■ **ACTION ITEM**
Report every line below that holds the word "roads".

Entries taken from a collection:
○ ○ ○ ○ ○
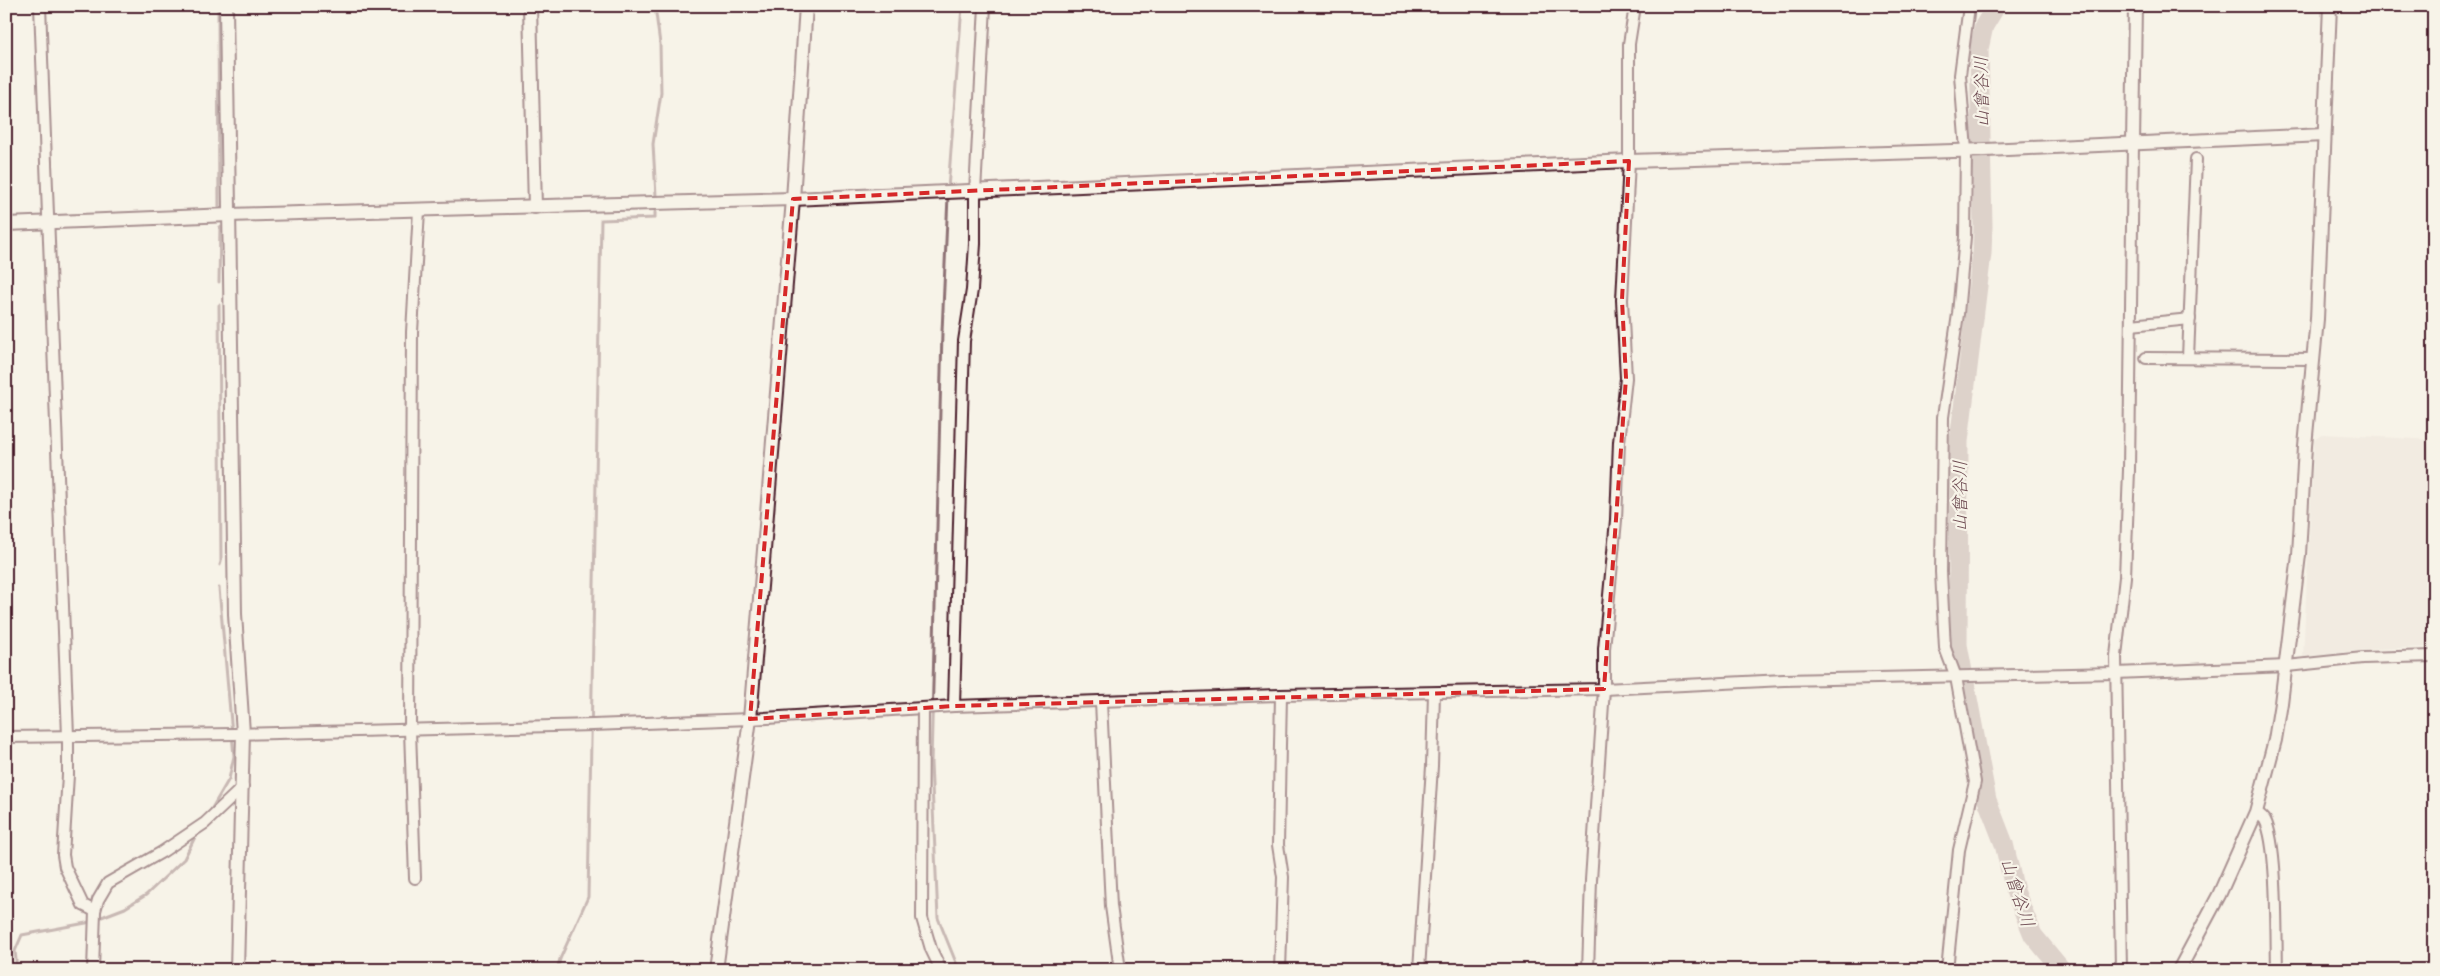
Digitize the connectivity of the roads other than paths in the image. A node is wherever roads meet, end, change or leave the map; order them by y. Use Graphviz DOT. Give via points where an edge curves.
graph roads {
  1 [pos="40,6"];
  2 [pos="226,6"];
  3 [pos="530,6"];
  4 [pos="806,6"];
  5 [pos="985,6"];
  6 [pos="1635,6"];
  7 [pos="1969,6"];
  8 [pos="2134,6"];
  9 [pos="2330,6"];
  10 [pos="2324,135"];
  11 [pos="2133,144"];
  12 [pos="1977,150"];
  13 [pos="2196,159"];
  14 [pos="1629,161"];
  15 [pos="975,192"];
  16 [pos="793,199"];
  17 [pos="535,207"];
  18 [pos="419,210"];
  19 [pos="229,215"];
  20 [pos="48,223"];
  21 [pos="6,224"];
  22 [pos="2190,318"];
  23 [pos="2131,324"];
  24 [pos="2146,358"];
  25 [pos="2188,358"];
  26 [pos="2313,359"];
  27 [pos="2434,656"];
  28 [pos="2287,666"];
  29 [pos="2116,673"];
  30 [pos="1961,677"];
  31 [pos="1604,689"];
  32 [pos="1434,694"];
  33 [pos="1281,695"];
  34 [pos="1101,702"];
  35 [pos="954,706"];
  36 [pos="923,708"];
  37 [pos="750,719"];
  38 [pos="410,730"];
  39 [pos="236,734"];
  40 [pos="68,736"];
  41 [pos="6,737"];
  42 [pos="243,787"];
  43 [pos="2256,812"];
  44 [pos="415,878"];
  45 [pos="95,917"];
  46 [pos="93,970"];
  47 [pos="237,970"];
  48 [pos="716,970"];
  49 [pos="941,970"];
  50 [pos="1120,970"];
  51 [pos="1280,970"];
  52 [pos="1419,970"];
  53 [pos="1588,970"];
  54 [pos="1947,970"];
  55 [pos="2121,970"];
  56 [pos="2179,970"];
  57 [pos="2277,970"];
  1 -- 20 [label="street"];
  2 -- 19 [label="street"];
  3 -- 17 [label="street"];
  4 -- 16 [label="street"];
  5 -- 15 [label="street"];
  6 -- 14 [label="street" via="1629,44"];
  7 -- 12 [label="street" via="1960,75"];
  8 -- 11 [label="street"];
  9 -- 10 [label="street"];
  10 -- 11 [label="street"];
  10 -- 26 [label="street"];
  11 -- 12 [label="street"];
  11 -- 23 [label="street"];
  12 -- 14 [label="street"];
  12 -- 30 [label="street" via="1943,417 1942,631 1945,648"];
  13 -- 22 [label="street"];
  14 -- 15 [label="street"];
  14 -- 31 [label="street" via="1622,300 1626,378 1604,649"];
  15 -- 16 [label="street"];
  15 -- 35 [label="street" via="972,290 964,341"];
  16 -- 17 [label="street"];
  16 -- 37 [label="street"];
  17 -- 18 [label="street"];
  18 -- 19 [label="street"];
  18 -- 38 [label="street" via="412,332"];
  19 -- 20 [label="street"];
  19 -- 39 [label="street"];
  20 -- 21 [label="street"];
  20 -- 40 [label="street"];
  22 -- 23 [label="street"];
  22 -- 25 [label="street"];
  23 -- 29 [label="street" via="2125,577"];
  24 -- 25 [label="street"];
  25 -- 26 [label="street"];
  26 -- 28 [label="street" via="2304,446 2299,555"];
  27 -- 28 [label="street" via="2363,658"];
  28 -- 29 [label="street"];
  28 -- 43 [label="street" via="2275,740"];
  29 -- 30 [label="street"];
  29 -- 55 [label="street"];
  30 -- 31 [label="street" via="1784,680"];
  30 -- 54 [label="street" via="1975,782 1960,844"];
  31 -- 32 [label="street"];
  31 -- 53 [label="street"];
  32 -- 33 [label="street"];
  32 -- 52 [label="street"];
  33 -- 34 [label="street"];
  33 -- 51 [label="street" via="1278,845 1283,877"];
  34 -- 35 [label="street"];
  34 -- 50 [label="street" via="1111,906"];
  35 -- 36 [label="street"];
  36 -- 37 [label="street"];
  36 -- 49 [label="street" via="922,918"];
  37 -- 38 [label="street"];
  37 -- 48 [label="street"];
  38 -- 39 [label="street"];
  38 -- 44 [label="street"];
  39 -- 40 [label="street"];
  39 -- 42 [label="street"];
  40 -- 41 [label="street"];
  40 -- 45 [label="street" via="64,861 83,905"];
  42 -- 45 [label="street" via="205,823 108,883"];
  42 -- 47 [label="street"];
  43 -- 56 [label="street"];
  43 -- 57 [label="street" via="2265,819 2270,839"];
  45 -- 46 [label="street"];
}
○ ○ ○ ○ ○
■ **ANSWER FOR THIS EXERCISE**
Digitize the connectivity of the roads other than paths in the image. A node is wherever roads meet, end, change or leave the map; order them by y. Use Graphviz DOT. Give via points where an edge curves.
graph roads {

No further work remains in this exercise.